Source material:
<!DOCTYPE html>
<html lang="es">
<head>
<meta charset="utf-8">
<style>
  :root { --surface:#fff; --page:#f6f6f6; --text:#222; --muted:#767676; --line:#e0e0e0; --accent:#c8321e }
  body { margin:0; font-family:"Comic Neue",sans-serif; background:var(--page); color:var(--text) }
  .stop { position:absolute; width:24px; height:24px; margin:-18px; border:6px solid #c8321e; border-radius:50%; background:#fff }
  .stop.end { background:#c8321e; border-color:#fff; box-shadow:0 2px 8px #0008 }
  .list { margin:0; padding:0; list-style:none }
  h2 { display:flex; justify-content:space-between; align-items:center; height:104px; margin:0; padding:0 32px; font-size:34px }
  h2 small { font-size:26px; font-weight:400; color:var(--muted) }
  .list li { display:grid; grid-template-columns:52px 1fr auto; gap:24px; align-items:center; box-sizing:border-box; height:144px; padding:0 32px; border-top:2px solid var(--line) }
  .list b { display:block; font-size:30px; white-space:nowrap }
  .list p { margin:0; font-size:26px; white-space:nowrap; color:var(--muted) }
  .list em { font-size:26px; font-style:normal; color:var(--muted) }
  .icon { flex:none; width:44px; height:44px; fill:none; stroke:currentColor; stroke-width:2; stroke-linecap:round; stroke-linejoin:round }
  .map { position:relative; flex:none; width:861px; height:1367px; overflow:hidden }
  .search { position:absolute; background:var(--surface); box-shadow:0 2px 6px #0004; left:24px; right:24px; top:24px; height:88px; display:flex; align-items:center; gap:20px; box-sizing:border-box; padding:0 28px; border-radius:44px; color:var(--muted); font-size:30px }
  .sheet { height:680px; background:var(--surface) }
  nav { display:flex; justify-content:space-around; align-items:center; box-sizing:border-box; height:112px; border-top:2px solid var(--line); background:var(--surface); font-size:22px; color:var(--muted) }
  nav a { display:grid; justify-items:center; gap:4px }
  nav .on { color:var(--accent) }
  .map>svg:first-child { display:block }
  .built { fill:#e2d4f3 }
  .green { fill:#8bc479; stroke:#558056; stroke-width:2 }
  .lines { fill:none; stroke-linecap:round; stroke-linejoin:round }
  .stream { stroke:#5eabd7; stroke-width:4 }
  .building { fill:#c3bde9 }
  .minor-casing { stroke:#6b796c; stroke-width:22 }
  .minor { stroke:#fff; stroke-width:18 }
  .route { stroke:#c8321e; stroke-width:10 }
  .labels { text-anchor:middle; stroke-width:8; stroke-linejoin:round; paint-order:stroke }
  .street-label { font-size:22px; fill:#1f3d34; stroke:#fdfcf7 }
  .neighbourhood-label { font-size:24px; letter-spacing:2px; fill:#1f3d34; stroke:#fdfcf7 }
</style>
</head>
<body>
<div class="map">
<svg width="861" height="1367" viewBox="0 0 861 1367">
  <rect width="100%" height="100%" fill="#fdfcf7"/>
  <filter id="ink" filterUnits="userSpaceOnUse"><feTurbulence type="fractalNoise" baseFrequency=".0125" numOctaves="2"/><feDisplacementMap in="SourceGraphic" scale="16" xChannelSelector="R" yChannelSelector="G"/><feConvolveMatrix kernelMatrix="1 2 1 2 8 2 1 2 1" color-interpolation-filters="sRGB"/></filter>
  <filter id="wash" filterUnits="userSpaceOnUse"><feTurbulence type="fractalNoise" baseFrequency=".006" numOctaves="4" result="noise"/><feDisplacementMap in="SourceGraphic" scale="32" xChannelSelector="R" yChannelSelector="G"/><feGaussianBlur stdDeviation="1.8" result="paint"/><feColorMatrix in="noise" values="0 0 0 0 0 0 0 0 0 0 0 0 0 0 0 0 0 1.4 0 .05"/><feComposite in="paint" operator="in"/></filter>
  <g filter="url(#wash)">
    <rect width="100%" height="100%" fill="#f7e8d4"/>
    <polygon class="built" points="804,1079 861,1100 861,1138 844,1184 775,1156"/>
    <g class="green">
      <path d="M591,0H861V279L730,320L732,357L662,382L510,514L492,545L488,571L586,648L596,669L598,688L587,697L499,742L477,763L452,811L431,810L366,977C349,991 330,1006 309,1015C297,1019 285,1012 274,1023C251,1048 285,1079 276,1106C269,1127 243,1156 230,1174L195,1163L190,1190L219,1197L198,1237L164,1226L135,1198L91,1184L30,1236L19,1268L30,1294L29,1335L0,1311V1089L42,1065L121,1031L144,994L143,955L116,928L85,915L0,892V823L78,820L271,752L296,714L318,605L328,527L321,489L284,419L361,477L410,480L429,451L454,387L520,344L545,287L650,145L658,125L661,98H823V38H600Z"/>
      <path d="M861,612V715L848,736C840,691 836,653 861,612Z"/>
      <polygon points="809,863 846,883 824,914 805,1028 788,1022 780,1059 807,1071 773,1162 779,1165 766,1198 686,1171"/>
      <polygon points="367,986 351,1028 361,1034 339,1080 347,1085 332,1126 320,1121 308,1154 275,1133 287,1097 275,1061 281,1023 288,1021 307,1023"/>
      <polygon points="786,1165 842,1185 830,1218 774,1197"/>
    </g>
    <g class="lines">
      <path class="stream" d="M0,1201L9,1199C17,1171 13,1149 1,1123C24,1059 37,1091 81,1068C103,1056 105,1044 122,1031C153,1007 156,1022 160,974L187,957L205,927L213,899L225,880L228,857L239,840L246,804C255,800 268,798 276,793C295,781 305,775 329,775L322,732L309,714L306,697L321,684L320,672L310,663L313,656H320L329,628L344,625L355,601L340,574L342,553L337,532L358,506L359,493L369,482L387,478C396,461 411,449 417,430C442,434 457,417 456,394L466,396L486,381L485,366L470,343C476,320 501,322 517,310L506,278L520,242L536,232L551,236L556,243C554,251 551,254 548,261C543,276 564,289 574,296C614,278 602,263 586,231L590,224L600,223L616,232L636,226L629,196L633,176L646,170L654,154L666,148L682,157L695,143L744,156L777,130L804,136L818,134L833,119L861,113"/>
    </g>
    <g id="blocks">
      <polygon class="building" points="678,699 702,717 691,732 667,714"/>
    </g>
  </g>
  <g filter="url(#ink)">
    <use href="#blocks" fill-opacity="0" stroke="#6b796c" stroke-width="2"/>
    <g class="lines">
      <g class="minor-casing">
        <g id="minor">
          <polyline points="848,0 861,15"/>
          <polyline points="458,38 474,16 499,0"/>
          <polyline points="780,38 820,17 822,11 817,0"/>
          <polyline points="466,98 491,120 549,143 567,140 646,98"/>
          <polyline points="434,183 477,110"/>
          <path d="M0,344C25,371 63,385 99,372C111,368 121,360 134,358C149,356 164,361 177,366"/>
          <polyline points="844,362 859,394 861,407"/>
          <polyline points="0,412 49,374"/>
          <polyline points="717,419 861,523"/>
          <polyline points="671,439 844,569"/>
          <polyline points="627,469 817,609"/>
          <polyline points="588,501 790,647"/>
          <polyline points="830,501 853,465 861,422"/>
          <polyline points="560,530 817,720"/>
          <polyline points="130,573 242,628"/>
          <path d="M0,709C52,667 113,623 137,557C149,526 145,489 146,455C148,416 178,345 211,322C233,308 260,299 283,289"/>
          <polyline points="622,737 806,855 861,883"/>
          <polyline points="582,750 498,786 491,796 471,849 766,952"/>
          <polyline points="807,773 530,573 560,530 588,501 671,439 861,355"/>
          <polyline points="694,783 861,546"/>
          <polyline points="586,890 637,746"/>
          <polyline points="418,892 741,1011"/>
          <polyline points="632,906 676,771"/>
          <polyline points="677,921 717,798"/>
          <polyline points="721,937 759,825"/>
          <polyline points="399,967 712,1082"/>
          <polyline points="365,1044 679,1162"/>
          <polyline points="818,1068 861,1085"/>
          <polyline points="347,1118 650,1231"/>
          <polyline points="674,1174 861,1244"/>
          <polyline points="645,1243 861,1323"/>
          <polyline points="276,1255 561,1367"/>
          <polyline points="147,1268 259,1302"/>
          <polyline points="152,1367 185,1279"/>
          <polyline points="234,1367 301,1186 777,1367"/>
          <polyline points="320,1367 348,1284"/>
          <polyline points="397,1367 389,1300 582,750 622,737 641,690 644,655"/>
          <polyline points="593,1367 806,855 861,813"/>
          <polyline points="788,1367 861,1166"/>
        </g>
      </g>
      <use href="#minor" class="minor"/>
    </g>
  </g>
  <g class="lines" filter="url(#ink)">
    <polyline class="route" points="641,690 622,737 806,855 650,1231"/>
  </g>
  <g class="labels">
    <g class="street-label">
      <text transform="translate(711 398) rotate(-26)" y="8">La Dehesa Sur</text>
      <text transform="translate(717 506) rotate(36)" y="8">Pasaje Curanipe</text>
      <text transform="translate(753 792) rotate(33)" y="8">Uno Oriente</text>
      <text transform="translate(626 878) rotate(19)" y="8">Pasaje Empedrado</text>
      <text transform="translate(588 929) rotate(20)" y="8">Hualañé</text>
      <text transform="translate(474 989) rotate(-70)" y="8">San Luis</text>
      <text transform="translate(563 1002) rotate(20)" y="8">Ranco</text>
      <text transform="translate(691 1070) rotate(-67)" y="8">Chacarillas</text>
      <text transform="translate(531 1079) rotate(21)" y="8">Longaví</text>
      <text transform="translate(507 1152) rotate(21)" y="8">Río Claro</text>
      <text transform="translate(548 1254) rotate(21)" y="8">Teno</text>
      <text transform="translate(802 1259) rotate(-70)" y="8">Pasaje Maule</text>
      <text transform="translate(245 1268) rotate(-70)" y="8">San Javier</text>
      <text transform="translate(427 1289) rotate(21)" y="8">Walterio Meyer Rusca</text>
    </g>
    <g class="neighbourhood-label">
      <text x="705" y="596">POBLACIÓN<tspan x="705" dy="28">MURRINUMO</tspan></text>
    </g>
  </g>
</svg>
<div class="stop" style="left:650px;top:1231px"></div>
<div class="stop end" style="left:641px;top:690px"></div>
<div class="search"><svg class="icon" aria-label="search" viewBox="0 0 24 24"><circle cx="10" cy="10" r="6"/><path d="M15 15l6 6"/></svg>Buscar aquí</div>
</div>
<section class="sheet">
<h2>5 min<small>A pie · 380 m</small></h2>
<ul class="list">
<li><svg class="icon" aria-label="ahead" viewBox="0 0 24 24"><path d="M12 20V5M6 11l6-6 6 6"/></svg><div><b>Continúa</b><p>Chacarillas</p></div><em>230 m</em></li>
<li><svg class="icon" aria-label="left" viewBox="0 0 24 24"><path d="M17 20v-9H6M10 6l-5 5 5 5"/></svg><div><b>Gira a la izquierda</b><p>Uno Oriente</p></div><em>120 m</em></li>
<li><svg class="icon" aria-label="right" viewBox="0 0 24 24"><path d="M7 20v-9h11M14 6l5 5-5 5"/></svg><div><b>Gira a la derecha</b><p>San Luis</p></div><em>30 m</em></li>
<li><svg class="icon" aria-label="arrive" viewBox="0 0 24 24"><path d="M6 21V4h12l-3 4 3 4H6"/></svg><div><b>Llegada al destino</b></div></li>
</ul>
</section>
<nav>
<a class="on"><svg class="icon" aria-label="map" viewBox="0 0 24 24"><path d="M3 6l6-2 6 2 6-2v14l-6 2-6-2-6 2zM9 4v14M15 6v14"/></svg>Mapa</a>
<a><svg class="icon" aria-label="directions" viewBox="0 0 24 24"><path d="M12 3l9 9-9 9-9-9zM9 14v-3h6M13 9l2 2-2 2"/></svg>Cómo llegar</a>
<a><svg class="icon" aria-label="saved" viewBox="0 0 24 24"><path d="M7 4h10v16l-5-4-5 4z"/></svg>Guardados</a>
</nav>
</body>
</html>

Task details: Up to and including the line with "display:block; font-size:30px; white-space:nowrap", repeat the data exactly, starting from its first line; nothing else belongs in the response.

Written reply:
<!DOCTYPE html>
<html lang="es">
<head>
<meta charset="utf-8">
<style>
  :root { --surface:#fff; --page:#f6f6f6; --text:#222; --muted:#767676; --line:#e0e0e0; --accent:#c8321e }
  body { margin:0; font-family:"Comic Neue",sans-serif; background:var(--page); color:var(--text) }
  .stop { position:absolute; width:24px; height:24px; margin:-18px; border:6px solid #c8321e; border-radius:50%; background:#fff }
  .stop.end { background:#c8321e; border-color:#fff; box-shadow:0 2px 8px #0008 }
  .list { margin:0; padding:0; list-style:none }
  h2 { display:flex; justify-content:space-between; align-items:center; height:104px; margin:0; padding:0 32px; font-size:34px }
  h2 small { font-size:26px; font-weight:400; color:var(--muted) }
  .list li { display:grid; grid-template-columns:52px 1fr auto; gap:24px; align-items:center; box-sizing:border-box; height:144px; padding:0 32px; border-top:2px solid var(--line) }
  .list b { display:block; font-size:30px; white-space:nowrap }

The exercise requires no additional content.